:: Record excerpts ::
* * * * * * *

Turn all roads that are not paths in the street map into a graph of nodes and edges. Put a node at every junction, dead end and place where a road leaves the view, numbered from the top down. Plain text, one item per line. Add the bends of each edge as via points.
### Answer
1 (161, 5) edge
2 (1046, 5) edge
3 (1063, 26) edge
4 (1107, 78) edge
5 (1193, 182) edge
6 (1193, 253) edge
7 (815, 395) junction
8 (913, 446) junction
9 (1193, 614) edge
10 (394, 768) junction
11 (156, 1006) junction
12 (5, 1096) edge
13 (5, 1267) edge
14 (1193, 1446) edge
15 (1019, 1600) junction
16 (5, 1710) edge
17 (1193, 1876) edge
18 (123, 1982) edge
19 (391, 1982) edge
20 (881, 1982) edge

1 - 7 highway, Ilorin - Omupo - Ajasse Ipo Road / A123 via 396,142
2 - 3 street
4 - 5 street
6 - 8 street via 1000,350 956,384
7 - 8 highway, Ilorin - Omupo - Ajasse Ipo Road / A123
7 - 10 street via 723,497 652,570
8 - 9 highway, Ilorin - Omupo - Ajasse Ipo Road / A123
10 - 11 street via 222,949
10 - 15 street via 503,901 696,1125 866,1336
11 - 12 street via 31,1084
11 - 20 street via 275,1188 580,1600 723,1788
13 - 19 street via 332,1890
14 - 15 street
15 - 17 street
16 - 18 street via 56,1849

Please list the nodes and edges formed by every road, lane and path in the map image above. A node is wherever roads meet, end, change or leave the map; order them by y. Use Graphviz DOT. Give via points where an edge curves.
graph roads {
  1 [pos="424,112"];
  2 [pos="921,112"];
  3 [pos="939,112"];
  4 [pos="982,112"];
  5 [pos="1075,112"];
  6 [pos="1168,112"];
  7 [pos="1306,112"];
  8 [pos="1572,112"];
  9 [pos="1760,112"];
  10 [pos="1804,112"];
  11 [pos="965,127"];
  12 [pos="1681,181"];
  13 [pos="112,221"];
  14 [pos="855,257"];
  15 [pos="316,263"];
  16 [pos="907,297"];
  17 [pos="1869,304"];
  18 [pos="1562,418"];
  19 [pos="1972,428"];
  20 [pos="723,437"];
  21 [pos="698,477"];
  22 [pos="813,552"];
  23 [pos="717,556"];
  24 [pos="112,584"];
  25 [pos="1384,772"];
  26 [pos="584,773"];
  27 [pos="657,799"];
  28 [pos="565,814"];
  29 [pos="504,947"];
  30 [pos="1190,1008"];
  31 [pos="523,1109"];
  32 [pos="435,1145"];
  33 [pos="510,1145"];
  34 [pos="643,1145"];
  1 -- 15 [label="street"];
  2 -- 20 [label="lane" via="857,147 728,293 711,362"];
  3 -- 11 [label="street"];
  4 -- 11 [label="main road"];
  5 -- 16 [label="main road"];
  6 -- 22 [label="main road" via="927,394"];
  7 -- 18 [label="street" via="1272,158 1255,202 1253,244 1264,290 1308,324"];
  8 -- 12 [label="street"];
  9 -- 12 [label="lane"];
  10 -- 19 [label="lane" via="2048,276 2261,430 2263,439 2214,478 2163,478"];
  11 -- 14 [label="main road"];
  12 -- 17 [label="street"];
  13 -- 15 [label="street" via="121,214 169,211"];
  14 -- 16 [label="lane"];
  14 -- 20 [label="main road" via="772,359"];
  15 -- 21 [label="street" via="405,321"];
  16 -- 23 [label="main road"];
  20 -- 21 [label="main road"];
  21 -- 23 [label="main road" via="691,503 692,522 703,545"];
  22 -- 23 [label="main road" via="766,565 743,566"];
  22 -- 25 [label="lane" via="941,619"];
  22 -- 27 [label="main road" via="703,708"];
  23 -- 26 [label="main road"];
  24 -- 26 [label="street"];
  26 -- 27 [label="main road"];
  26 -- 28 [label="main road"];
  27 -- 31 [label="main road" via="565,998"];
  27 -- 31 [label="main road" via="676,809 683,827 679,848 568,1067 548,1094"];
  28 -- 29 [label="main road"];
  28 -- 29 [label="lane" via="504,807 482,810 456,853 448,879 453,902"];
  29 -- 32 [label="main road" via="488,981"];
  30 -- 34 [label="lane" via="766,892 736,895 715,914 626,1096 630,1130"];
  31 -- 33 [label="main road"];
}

* * * * * * *

:: What needs to be done ::
The material above is to be reproduced exactly as written.

:: The answer ::
Turn all roads that are not paths in the street map into a graph of nodes and edges. Put a node at every junction, dead end and place where a road leaves the view, numbered from the top down. Plain text, one item per line. Add the bends of each edge as via points.
### Answer
1 (161, 5) edge
2 (1046, 5) edge
3 (1063, 26) edge
4 (1107, 78) edge
5 (1193, 182) edge
6 (1193, 253) edge
7 (815, 395) junction
8 (913, 446) junction
9 (1193, 614) edge
10 (394, 768) junction
11 (156, 1006) junction
12 (5, 1096) edge
13 (5, 1267) edge
14 (1193, 1446) edge
15 (1019, 1600) junction
16 (5, 1710) edge
17 (1193, 1876) edge
18 (123, 1982) edge
19 (391, 1982) edge
20 (881, 1982) edge

1 - 7 highway, Ilorin - Omupo - Ajasse Ipo Road / A123 via 396,142
2 - 3 street
4 - 5 street
6 - 8 street via 1000,350 956,384
7 - 8 highway, Ilorin - Omupo - Ajasse Ipo Road / A123
7 - 10 street via 723,497 652,570
8 - 9 highway, Ilorin - Omupo - Ajasse Ipo Road / A123
10 - 11 street via 222,949
10 - 15 street via 503,901 696,1125 866,1336
11 - 12 street via 31,1084
11 - 20 street via 275,1188 580,1600 723,1788
13 - 19 street via 332,1890
14 - 15 street
15 - 17 street
16 - 18 street via 56,1849

Please list the nodes and edges formed by every road, lane and path in the map image above. A node is wherever roads meet, end, change or leave the map; order them by y. Use Graphviz DOT. Give via points where an edge curves.
graph roads {
  1 [pos="424,112"];
  2 [pos="921,112"];
  3 [pos="939,112"];
  4 [pos="982,112"];
  5 [pos="1075,112"];
  6 [pos="1168,112"];
  7 [pos="1306,112"];
  8 [pos="1572,112"];
  9 [pos="1760,112"];
  10 [pos="1804,112"];
  11 [pos="965,127"];
  12 [pos="1681,181"];
  13 [pos="112,221"];
  14 [pos="855,257"];
  15 [pos="316,263"];
  16 [pos="907,297"];
  17 [pos="1869,304"];
  18 [pos="1562,418"];
  19 [pos="1972,428"];
  20 [pos="723,437"];
  21 [pos="698,477"];
  22 [pos="813,552"];
  23 [pos="717,556"];
  24 [pos="112,584"];
  25 [pos="1384,772"];
  26 [pos="584,773"];
  27 [pos="657,799"];
  28 [pos="565,814"];
  29 [pos="504,947"];
  30 [pos="1190,1008"];
  31 [pos="523,1109"];
  32 [pos="435,1145"];
  33 [pos="510,1145"];
  34 [pos="643,1145"];
  1 -- 15 [label="street"];
  2 -- 20 [label="lane" via="857,147 728,293 711,362"];
  3 -- 11 [label="street"];
  4 -- 11 [label="main road"];
  5 -- 16 [label="main road"];
  6 -- 22 [label="main road" via="927,394"];
  7 -- 18 [label="street" via="1272,158 1255,202 1253,244 1264,290 1308,324"];
  8 -- 12 [label="street"];
  9 -- 12 [label="lane"];
  10 -- 19 [label="lane" via="2048,276 2261,430 2263,439 2214,478 2163,478"];
  11 -- 14 [label="main road"];
  12 -- 17 [label="street"];
  13 -- 15 [label="street" via="121,214 169,211"];
  14 -- 16 [label="lane"];
  14 -- 20 [label="main road" via="772,359"];
  15 -- 21 [label="street" via="405,321"];
  16 -- 23 [label="main road"];
  20 -- 21 [label="main road"];
  21 -- 23 [label="main road" via="691,503 692,522 703,545"];
  22 -- 23 [label="main road" via="766,565 743,566"];
  22 -- 25 [label="lane" via="941,619"];
  22 -- 27 [label="main road" via="703,708"];
  23 -- 26 [label="main road"];
  24 -- 26 [label="street"];
  26 -- 27 [label="main road"];
  26 -- 28 [label="main road"];
  27 -- 31 [label="main road" via="565,998"];
  27 -- 31 [label="main road" via="676,809 683,827 679,848 568,1067 548,1094"];
  28 -- 29 [label="main road"];
  28 -- 29 [label="lane" via="504,807 482,810 456,853 448,879 453,902"];
  29 -- 32 [label="main road" via="488,981"];
  30 -- 34 [label="lane" via="766,892 736,895 715,914 626,1096 630,1130"];
  31 -- 33 [label="main road"];
}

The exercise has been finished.